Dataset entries
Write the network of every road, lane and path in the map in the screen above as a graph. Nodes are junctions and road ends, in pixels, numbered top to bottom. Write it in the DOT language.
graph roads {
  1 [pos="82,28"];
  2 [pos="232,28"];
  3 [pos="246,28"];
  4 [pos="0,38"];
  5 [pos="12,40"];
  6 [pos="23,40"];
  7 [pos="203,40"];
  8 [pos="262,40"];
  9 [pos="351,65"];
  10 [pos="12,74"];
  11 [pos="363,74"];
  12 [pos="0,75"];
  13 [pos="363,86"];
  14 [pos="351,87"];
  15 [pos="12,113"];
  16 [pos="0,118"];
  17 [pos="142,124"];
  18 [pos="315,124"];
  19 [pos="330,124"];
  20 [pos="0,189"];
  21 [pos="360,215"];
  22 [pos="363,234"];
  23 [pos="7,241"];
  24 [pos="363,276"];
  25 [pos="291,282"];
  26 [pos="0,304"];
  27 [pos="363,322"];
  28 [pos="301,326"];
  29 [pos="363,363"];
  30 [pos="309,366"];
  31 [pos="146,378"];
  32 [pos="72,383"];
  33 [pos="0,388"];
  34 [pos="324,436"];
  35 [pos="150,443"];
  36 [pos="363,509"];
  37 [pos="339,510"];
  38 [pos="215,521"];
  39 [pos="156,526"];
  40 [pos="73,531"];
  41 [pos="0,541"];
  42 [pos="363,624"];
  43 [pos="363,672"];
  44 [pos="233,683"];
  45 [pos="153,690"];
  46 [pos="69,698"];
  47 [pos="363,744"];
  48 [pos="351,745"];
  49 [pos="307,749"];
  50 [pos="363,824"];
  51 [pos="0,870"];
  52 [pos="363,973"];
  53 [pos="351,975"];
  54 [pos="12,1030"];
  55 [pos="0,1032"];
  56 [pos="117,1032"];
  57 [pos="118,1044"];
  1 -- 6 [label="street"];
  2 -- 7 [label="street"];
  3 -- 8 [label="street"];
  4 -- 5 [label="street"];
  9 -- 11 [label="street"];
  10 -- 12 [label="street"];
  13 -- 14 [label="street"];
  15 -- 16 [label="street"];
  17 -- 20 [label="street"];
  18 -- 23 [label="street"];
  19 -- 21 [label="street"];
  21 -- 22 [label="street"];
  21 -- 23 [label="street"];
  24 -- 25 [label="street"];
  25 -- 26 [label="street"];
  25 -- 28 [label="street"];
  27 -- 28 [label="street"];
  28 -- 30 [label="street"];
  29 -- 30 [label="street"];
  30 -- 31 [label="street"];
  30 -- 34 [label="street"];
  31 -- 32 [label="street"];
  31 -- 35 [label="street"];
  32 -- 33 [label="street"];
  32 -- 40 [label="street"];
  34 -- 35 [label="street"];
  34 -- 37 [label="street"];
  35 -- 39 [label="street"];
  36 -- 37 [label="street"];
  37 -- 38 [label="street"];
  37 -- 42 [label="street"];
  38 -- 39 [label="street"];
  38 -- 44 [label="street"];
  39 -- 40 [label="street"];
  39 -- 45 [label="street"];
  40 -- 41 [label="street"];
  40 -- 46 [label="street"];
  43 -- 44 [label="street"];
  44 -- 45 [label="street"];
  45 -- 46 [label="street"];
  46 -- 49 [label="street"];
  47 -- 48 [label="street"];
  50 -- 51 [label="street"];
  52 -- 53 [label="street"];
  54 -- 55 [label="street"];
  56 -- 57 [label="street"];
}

EXERCISE PROMPT –
Among the records above, find the lines that contain "graph" and copy every one.

ANSWER BOX –
Write the network of every road, lane and path in the map in the screen above as a graph. Nodes are junctions and road ends, in pixels, numbered top to bottom. Write it in the DOT language.
graph roads {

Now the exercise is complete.